Most importantly, it quickly became clear that Mompou had approached the writing of these variations with a playful spirit. The theme itself probably has the lightest rhetorical touch of any of the Opus 28 preludes. Mompou derived any number of different and distinctive ways to play with that light touch. By the time he had progressed through about half of the variations, Trifonov began to let a faint smile show while he was performing, conveying that he clearly “got” that sense of play that seems to have motivated Mompou’s approach to writing variations.

The opening selection was followed by the four short pieces by Schumann, Grieg, Barber, and Tchaikovsky (in that order), played without any pause for applause. Unfortunately, the program sheet did not indicate that Trifonov would play them this way (although Foglesong grouped them in a single section in the program notes). This led to a certain amount of confusion on audience side, particularly among those unfamiliar with the music. This led to uncertainty among those confused as to when the final selection for the first half, Sergei Rachmaninoff’s Opus 22 set of variations, composed in 1902 and based on another one of the Opus 28 preludes (the twentieth in C minor), had gotten under way.

That confusion may have been exacerbated by the fact that the Rachmaninoff selection was the weakest part of the first half of the program. Those who know their Rachmaninoff can easily appreciate just how far his craft as a composer had advanced in the thirty-odd years between this set of variations and his Opus 43 “Rhapsody on a Theme of Paganini.” Opus 22 almost comes across as a struggle, both “in the small” at the level of how each variation is shaped and “in the large” with respect to the overall plan of the composition. Both of those logical challenges were met with far more confidence in Opus 43; and last night Opus 22 served only to top off the influenced-by-Chopin theme of the program. (That composition is not included on Trifonov’s recording.)

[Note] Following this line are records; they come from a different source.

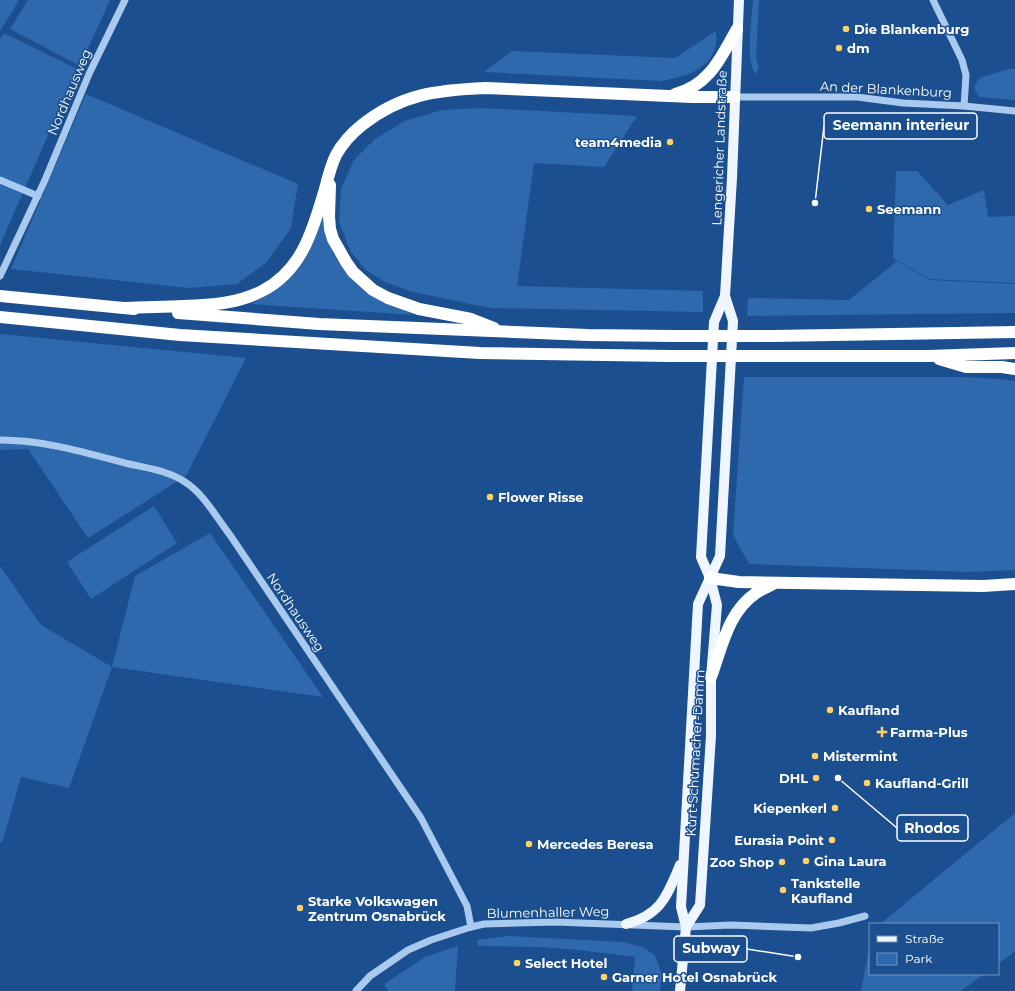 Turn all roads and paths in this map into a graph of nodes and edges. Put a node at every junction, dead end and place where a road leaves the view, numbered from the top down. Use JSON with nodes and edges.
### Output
{"nodes":[{"id":1,"x":125,"y":0,"type":"edge"},
{"id":2,"x":739,"y":0,"type":"edge"},
{"id":3,"x":933,"y":0,"type":"edge"},
{"id":4,"x":736,"y":29,"type":"junction"},
{"id":5,"x":669,"y":96,"type":"junction"},
{"id":6,"x":734,"y":97,"type":"junction"},
{"id":7,"x":964,"y":106,"type":"junction"},
{"id":8,"x":1015,"y":111,"type":"edge"},
{"id":9,"x":331,"y":168,"type":"junction"},
{"id":10,"x":0,"y":180,"type":"edge"},
{"id":11,"x":38,"y":196,"type":"junction"},
{"id":12,"x":1,"y":274,"type":"edge"},
{"id":13,"x":0,"y":296,"type":"edge"},
{"id":14,"x":725,"y":296,"type":"junction"},
{"id":15,"x":126,"y":308,"type":"junction"},
{"id":16,"x":0,"y":317,"type":"edge"},
{"id":17,"x":502,"y":332,"type":"junction"},
{"id":18,"x":1015,"y":332,"type":"edge"},
{"id":19,"x":1015,"y":353,"type":"edge"},
{"id":20,"x":928,"y":356,"type":"junction"},
{"id":21,"x":1015,"y":369,"type":"edge"},
{"id":22,"x":730,"y":382,"type":"joint"},
{"id":23,"x":712,"y":384,"type":"joint"},
{"id":24,"x":0,"y":440,"type":"edge"},
{"id":25,"x":710,"y":578,"type":"junction"},
{"id":26,"x":776,"y":582,"type":"junction"},
{"id":27,"x":1015,"y":584,"type":"edge"},
{"id":28,"x":712,"y":677,"type":"junction"},
{"id":29,"x":684,"y":858,"type":"junction"},
{"id":30,"x":865,"y":916,"type":"dead end"},
{"id":31,"x":626,"y":924,"type":"junction"},
{"id":32,"x":471,"y":927,"type":"junction"},
{"id":33,"x":686,"y":927,"type":"junction"},
{"id":34,"x":356,"y":991,"type":"edge"},
{"id":35,"x":680,"y":991,"type":"edge"}],
"edges":[{"from":1,"to":11,"type":"street","name":"Nordhausweg"},
{"from":2,"to":4,"type":"main road","name":"Lengericher Landstraße"},
{"from":3,"to":7,"type":"street","name":"An der Blankenburg"},
{"from":4,"to":5,"type":"highway"},
{"from":4,"to":6,"type":"main road","name":"Lengericher Landstraße"},
{"from":5,"to":6,"type":"highway"},
{"from":5,"to":9,"type":"highway"},
{"from":6,"to":7,"type":"street","name":"An der Blankenburg"},
{"from":6,"to":14,"type":"main road","name":"Lengericher Landstraße"},
{"from":7,"to":8,"type":"street","name":"An der Blankenburg"},
{"from":9,"to":15,"type":"highway"},
{"from":9,"to":17,"type":"highway"},
{"from":10,"to":11,"type":"street"},
{"from":11,"to":12,"type":"street","name":"Nordhausweg"},
{"from":13,"to":15,"type":"highway"},
{"from":14,"to":22,"type":"main road","name":"Lengericher Landstraße"},
{"from":14,"to":23,"type":"main road","name":"Lengericher Landstraße"},
{"from":15,"to":17,"type":"highway"},
{"from":16,"to":20,"type":"highway","bridge":true},
{"from":17,"to":18,"type":"highway","bridge":true},
{"from":19,"to":20,"type":"highway"},
{"from":20,"to":21,"type":"highway"},
{"from":22,"to":25,"type":"main road","name":"Kurt-Schumacher-Damm"},
{"from":23,"to":25,"type":"main road","name":"Kurt-Schumacher-Damm"},
{"from":24,"to":32,"type":"street","name":"Nordhausweg"},
{"from":25,"to":26,"type":"highway"},
{"from":25,"to":28,"type":"main road","name":"Kurt-Schumacher-Damm"},
{"from":25,"to":29,"type":"main road","name":"Kurt-Schumacher-Damm"},
{"from":26,"to":27,"type":"highway"},
{"from":26,"to":28,"type":"highway"},
{"from":28,"to":33,"type":"main road","name":"Kurt-Schumacher-Damm"},
{"from":29,"to":31,"type":"main road"},
{"from":29,"to":33,"type":"main road","name":"Kurt-Schumacher-Damm"},
{"from":30,"to":33,"type":"street","name":"Blumenhaller Weg"},
{"from":31,"to":32,"type":"street","name":"Blumenhaller Weg"},
{"from":31,"to":33,"type":"street","name":"Blumenhaller Weg"},
{"from":32,"to":34,"type":"street","name":"Blumenhaller Weg"},
{"from":33,"to":35,"type":"main road","name":"Kurt-Schumacher-Damm"}]}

Unfortunately, the second half showed no signs of things getting better. Like Rachmaninoff’s Opus 22, Chopin’s Opus 2 variations are the product of an early effort. There are signs of wit, which Trifonov managed to convey effectively; but the statement of the theme is preceded by an introduction that is laborious unto an extreme and has absolutely nothing to do with Mozart. It almost seemed as if Chopin wished to delay Mozart’s appearance as long as possible, perhaps under the assumption that absence makes the heart grow fonder.

From that point of view, there was no room for any kind of fondness in Trifonov’s approach to the Opus 35 sonata. The good news was that he could sustain passages of very soft material as well as he could belt out the loud stuff. However, there was no sense of overall rhetorical shape, either within or among the sonata’s four movements. The Funeral March itself was taken at an exaggeratedly slow tempo, providing plenty of time for the informed listener to dwell on how Chopin had written the final movement to flash by like a bolt of lightning. Taken as a whole, the reading was one of self-indulgent rhetoric that allowed no room for either the syntactic details of harmony and counterpoint or an overall logic for the entire sonata.